Scientists apply ancient technique to better understand batteries

Lithium batteries power much of our modern lives, from cellphones and laptops to electric vehicles. But despite their widespread use, these batteries still suffer from internal degradation problems that only worsen as they age and lead to a loss of charge and effectiveness. To better understand how these batteries lose their juice, scientists have looked to ancient scrolls and high-tech imaging for inspiration.

In the study, published Friday in the journal Nature Communications, a team of researchers from Helmholtz-Zentrum Berlin (HZB) and University College London looked at a typical Duracell battery using both X-ray and neutron tomography. The authors write that these two imaging approaches, which look at thin slices of material, are typically used separately but that combining them together gave them the opportunity to view aspects of the battery that either approach missed on its own. X-ray tomography, for example, is better at looking at the battery's microstructure and deformations. While neutron tomography, one of the study's co-authors and tomography expert at HZB, Ingo Manke, said in a statement, is better for looking at changes in the lithium itself.

"Neutron tomography, on the other hand, made it possible to directly observe the migration of lithium ions and also to determine how the distribution of the electrolyte in the battery cell changes over time," said Manke.

The authors write that these complementary approaches lent themselves to a 4D imaging of the battery -- in which the fourth dimension is time, not scent or water effects at 4D movies might have you believe. In order to get a better look inside these tightly wound batteries using their tomographical approaches, the authors also adapted an algorithm originally designed for unrolling ancient scrolls.

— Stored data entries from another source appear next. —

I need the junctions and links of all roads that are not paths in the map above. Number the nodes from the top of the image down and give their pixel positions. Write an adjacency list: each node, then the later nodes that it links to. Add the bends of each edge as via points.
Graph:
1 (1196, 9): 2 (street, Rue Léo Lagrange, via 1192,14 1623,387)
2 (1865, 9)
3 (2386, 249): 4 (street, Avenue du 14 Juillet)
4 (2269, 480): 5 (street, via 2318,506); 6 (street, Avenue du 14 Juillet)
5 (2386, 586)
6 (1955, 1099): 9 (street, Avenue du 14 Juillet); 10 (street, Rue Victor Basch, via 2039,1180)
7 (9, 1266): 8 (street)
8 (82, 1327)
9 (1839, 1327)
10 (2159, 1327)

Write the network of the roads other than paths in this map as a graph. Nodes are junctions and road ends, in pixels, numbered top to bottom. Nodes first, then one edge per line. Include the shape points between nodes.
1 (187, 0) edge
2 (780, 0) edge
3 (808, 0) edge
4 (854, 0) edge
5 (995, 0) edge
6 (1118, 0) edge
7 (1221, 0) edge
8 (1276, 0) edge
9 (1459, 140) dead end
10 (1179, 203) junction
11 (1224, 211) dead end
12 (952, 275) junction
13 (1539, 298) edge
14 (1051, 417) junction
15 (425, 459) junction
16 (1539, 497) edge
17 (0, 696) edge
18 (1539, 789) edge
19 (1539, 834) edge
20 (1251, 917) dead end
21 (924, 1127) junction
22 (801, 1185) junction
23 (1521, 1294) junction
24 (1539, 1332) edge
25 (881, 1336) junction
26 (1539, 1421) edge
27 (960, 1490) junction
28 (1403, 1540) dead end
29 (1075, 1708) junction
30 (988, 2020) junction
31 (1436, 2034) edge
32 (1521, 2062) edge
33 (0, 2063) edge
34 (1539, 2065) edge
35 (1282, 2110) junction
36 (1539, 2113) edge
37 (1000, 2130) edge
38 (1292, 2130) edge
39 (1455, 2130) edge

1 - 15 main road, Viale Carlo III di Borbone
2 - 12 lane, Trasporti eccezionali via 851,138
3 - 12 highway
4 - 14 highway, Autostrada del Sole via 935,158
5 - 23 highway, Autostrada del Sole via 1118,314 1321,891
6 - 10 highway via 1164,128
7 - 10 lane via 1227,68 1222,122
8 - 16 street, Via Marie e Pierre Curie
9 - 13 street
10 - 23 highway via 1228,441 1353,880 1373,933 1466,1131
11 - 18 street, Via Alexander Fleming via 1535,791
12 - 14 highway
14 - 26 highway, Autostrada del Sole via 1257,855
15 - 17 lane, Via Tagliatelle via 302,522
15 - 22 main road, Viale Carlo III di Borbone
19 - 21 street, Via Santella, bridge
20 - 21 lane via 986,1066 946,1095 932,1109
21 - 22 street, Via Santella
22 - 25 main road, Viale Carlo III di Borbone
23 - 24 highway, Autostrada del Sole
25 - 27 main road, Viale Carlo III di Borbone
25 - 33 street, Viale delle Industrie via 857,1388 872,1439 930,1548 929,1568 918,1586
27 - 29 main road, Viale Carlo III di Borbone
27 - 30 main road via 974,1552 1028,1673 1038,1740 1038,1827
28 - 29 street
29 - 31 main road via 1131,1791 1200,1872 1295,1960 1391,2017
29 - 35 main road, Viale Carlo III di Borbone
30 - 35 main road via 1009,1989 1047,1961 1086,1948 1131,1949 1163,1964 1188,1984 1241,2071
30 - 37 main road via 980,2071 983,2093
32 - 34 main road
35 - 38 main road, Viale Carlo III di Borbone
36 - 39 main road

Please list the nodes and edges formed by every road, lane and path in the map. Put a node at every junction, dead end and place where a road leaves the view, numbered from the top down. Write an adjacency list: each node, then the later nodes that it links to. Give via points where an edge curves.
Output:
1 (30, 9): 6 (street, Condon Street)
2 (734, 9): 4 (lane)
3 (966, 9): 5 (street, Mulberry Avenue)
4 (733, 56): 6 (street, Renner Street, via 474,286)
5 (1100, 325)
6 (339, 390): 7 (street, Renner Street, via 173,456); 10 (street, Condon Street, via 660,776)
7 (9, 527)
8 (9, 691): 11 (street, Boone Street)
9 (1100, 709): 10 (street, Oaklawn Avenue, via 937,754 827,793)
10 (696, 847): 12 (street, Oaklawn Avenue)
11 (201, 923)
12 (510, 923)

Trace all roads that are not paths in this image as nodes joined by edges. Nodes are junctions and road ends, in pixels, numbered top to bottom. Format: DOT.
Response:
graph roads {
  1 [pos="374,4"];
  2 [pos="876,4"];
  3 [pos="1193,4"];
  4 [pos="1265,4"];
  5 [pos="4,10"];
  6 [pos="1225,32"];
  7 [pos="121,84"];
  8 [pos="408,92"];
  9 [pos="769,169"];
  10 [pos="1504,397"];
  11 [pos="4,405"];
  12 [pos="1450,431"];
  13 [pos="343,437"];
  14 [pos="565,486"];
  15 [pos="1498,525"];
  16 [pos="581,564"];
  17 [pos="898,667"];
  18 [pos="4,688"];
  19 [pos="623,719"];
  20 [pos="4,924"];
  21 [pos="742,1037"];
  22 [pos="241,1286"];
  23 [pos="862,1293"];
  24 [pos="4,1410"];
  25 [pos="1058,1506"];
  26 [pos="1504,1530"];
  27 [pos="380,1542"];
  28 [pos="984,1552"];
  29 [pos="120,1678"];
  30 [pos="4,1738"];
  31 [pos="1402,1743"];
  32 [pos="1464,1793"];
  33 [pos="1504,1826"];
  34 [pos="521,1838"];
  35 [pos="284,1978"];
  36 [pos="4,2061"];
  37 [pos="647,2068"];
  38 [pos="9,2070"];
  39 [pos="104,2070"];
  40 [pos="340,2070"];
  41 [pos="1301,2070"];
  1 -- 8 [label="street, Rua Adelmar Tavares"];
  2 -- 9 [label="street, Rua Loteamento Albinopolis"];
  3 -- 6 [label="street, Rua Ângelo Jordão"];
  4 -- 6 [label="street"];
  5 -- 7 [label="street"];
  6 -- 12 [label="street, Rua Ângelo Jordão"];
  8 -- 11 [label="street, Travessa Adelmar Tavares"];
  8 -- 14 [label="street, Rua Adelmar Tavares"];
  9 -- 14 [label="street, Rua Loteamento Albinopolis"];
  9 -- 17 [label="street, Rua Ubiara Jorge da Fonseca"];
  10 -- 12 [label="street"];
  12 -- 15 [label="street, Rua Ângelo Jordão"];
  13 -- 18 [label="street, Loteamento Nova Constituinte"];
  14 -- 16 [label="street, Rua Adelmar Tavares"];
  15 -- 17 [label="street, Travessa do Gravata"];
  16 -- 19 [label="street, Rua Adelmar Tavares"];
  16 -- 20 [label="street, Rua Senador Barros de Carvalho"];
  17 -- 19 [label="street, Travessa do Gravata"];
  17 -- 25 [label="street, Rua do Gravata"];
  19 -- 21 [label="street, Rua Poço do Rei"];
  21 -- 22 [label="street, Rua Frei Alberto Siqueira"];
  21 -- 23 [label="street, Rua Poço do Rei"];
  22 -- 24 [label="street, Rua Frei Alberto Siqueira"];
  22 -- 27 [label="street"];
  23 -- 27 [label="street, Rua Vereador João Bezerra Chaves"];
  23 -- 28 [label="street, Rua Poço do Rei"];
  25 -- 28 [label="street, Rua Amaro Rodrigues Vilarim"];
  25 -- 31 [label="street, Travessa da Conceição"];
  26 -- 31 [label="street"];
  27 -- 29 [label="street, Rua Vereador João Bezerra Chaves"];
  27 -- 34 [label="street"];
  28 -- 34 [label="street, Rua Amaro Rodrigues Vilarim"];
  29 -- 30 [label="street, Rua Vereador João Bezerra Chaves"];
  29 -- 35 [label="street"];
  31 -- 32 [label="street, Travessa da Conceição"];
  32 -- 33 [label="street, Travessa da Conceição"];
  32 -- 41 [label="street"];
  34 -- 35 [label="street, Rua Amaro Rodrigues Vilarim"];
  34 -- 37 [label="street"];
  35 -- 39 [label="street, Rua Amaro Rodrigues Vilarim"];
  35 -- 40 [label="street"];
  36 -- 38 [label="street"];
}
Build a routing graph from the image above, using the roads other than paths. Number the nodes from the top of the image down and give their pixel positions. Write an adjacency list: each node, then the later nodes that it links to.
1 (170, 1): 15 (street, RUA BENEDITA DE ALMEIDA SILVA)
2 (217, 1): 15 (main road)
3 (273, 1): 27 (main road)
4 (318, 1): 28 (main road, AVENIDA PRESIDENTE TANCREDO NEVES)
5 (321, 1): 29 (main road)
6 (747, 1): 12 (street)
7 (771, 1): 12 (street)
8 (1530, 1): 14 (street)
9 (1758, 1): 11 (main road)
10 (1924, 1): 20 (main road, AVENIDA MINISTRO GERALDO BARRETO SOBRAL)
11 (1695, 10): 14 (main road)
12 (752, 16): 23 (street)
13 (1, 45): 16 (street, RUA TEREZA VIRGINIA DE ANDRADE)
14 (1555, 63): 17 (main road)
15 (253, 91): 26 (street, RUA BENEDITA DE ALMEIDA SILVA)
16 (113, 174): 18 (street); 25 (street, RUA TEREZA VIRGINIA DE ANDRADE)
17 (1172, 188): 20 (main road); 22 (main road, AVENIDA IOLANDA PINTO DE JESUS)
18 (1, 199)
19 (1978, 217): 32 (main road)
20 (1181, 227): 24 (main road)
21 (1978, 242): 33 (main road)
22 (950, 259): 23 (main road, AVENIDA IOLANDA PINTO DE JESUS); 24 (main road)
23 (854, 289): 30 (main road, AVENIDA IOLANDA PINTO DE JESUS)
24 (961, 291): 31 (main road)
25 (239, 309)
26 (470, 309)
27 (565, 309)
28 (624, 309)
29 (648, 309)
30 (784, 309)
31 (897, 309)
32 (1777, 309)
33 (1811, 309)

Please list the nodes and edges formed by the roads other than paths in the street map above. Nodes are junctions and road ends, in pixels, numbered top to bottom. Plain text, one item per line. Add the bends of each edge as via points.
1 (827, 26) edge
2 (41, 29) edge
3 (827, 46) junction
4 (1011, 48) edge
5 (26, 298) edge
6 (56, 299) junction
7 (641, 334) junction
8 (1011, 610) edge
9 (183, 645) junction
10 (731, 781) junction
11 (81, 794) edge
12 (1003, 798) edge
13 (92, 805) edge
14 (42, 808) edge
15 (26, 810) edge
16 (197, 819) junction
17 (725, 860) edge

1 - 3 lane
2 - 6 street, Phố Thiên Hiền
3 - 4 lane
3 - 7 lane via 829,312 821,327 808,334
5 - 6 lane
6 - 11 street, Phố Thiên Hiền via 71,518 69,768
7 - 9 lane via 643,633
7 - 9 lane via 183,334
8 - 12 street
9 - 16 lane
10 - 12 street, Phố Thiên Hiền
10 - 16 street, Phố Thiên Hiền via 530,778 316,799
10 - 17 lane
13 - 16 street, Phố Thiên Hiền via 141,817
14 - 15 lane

"The algorithm was originally meant for virtually unrolling papyrus scrolls," said Manke. "But it can also be used to find out exactly what happens in compact densely wound batteries."

After virtually rolling out these batteries and investigating their internal properties via tomography, the team was able to determine some key points of weakness lurking inside the curves of the battery. In particular, the team noticed that the battery's inner windings showed less electrochemical activity (thus, lithium capacity) than the outer windings of the battery. They also observed "dry patches" throughout the battery where electrolyte appeared to be missing. Because electrolytes serve as a kind of river to allow for the flow of lithium ions, dry patches would negatively affect the flow of this charge.

While the study of these batteries didn't offer scientists any immediate answers as to how to fix these problems in lithium batteries, Manke says it gives them another effective way to better understand these batteries and hopefully develop better designs in the future.

"The process we have developed gives us a unique tool for looking inside a battery during operation and analysing where and why performance losses occur. This allows us to develop specific strategies for improving the design of wound batteries," said Manke.

Abstract: The temporally and spatially resolved tracking of lithium intercalation and electrode degradation processes are crucial for detecting and understanding performance losses during the operation of lithium-batteries. Here, high-throughput X-ray computed tomography has enabled the identification of mechanical degradation processes in a commercial Li/MnO₂ primary battery and the indirect tracking of lithium diffusion; furthermore, complementary neutron computed tomography has identified the direct lithium diffusion process and the electrode wetting by the electrolyte. Virtual electrode unrolling techniques provide a deeper view inside the electrode layers and are used to detect minor fluctuations which are difficult to observe using conventional three dimensional rendering tools. Moreover, the ‘unrolling’ provides a platform for correlating multi-modal image data which is expected to find wider application in battery science and engineering to study diverse effects e.g. electrode degradation or lithium diffusion blocking during battery cycling.